The world has created its own problems – it has taken morality out of sexual relationships; it sees uniformity as the answer to all ills; and it calls on the law to achieve these goals. The result is more of the same, and a blindness as to what is going wrong. People get their hopes up that progress is being made when actually the boat is just being rowed around in circles. It is God who declares what is wrong: it is the human heart, for it is corrupt (Matt.15:19). This is something we must try to curb, but the believer comes to acknowledge the truth of Jesus’ words, that ‘apart from Me, you can do nothing’ (John 15:5).
Benjamin Franklin was not known as an ardent evangelical Christian, and his friend George Whitefield would often urge the claims of the gospel upon him.

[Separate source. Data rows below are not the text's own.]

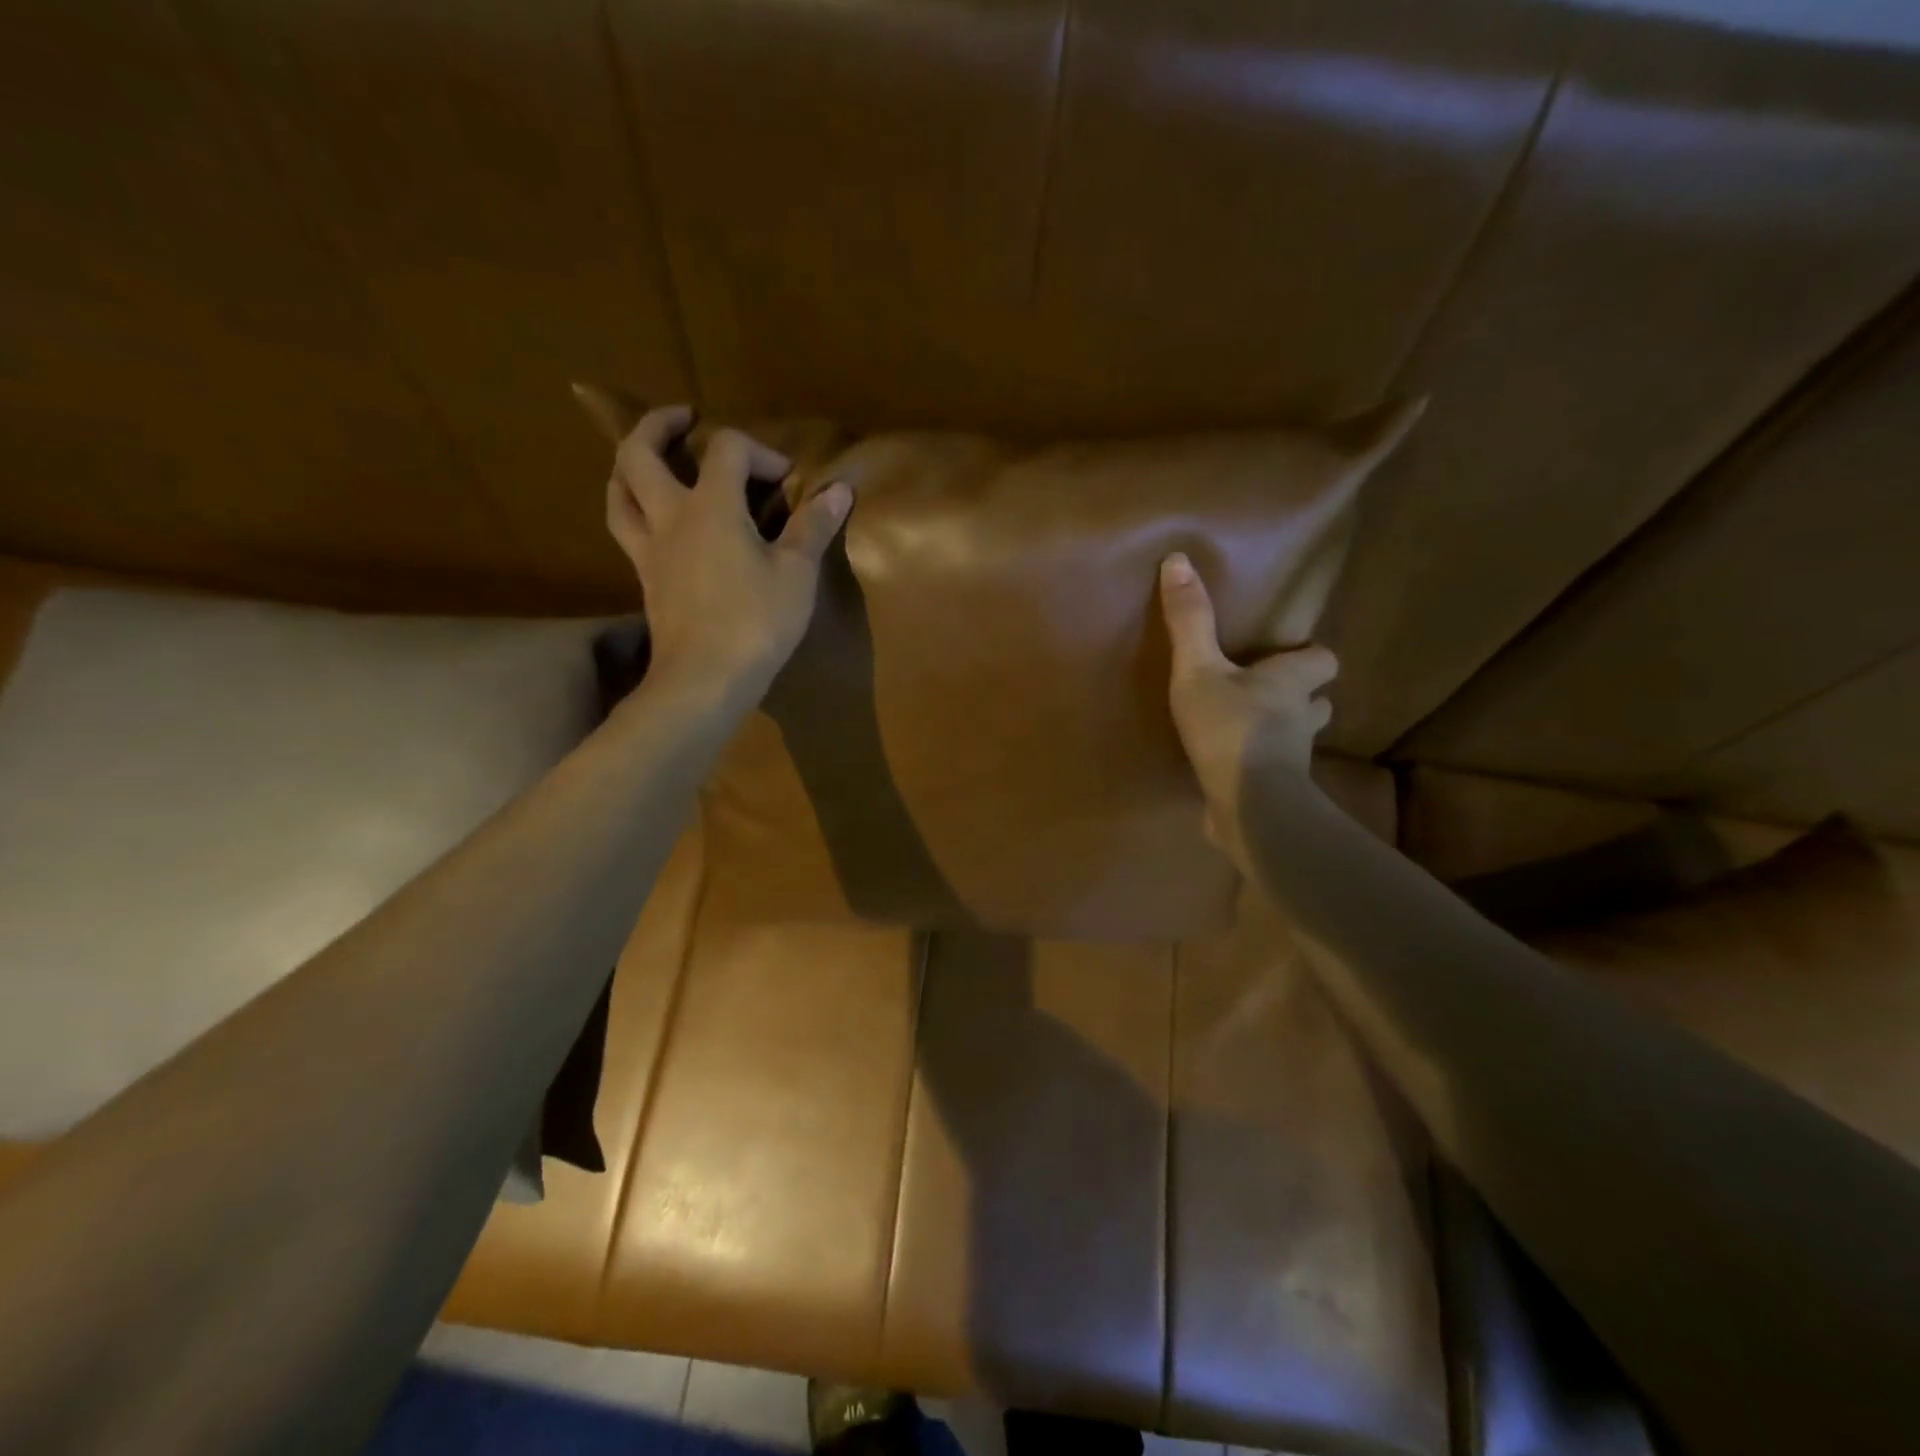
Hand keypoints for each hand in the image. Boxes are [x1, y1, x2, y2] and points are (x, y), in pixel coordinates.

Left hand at [603, 404, 851, 704]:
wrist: (705, 679)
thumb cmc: (756, 622)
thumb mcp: (797, 574)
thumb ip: (814, 527)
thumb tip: (840, 489)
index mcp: (711, 507)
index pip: (727, 449)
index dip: (759, 451)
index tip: (786, 479)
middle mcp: (670, 518)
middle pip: (640, 454)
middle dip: (658, 425)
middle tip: (683, 417)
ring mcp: (650, 550)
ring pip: (619, 492)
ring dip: (630, 465)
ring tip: (648, 459)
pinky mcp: (645, 580)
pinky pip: (626, 530)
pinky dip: (633, 508)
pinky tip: (652, 520)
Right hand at [1159, 552, 1337, 868]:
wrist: (1249, 806)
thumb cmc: (1230, 727)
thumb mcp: (1198, 669)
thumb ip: (1189, 620)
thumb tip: (1178, 558)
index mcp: (1291, 681)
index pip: (1324, 660)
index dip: (1310, 656)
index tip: (1289, 656)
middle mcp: (1301, 717)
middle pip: (1319, 700)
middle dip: (1301, 695)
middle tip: (1268, 692)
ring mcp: (1293, 759)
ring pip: (1298, 737)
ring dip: (1282, 731)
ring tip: (1249, 728)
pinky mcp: (1276, 791)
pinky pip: (1273, 772)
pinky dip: (1259, 766)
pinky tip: (1231, 768)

Yet during a deadlock at the American Constitutional Convention he called for prayer:
I have lived, sir, a long time, and the longer I live the more convincing proofs I see of this truth – that God governs in the affairs of men; and if a sparrow cannot fall to the ground without His notice, is it probable that an empire can rise without His aid? We have been assured, sir, in the sacred writings, that ‘except the Lord build the house, they labor in vain that build it.’ I firmly believe this; and I also believe that without His concurring aid, we shall succeed in this political building no better than the builders of Babel.
So much for an appearance on Q&A.
Yet as in all things, the paradigm is that we are creatures answerable to our Creator; the diagnosis is that we are all fallen and rebellious sinners; and the solution is that we need to repent and trust in the Lord Christ as Saviour. How simple and how hard!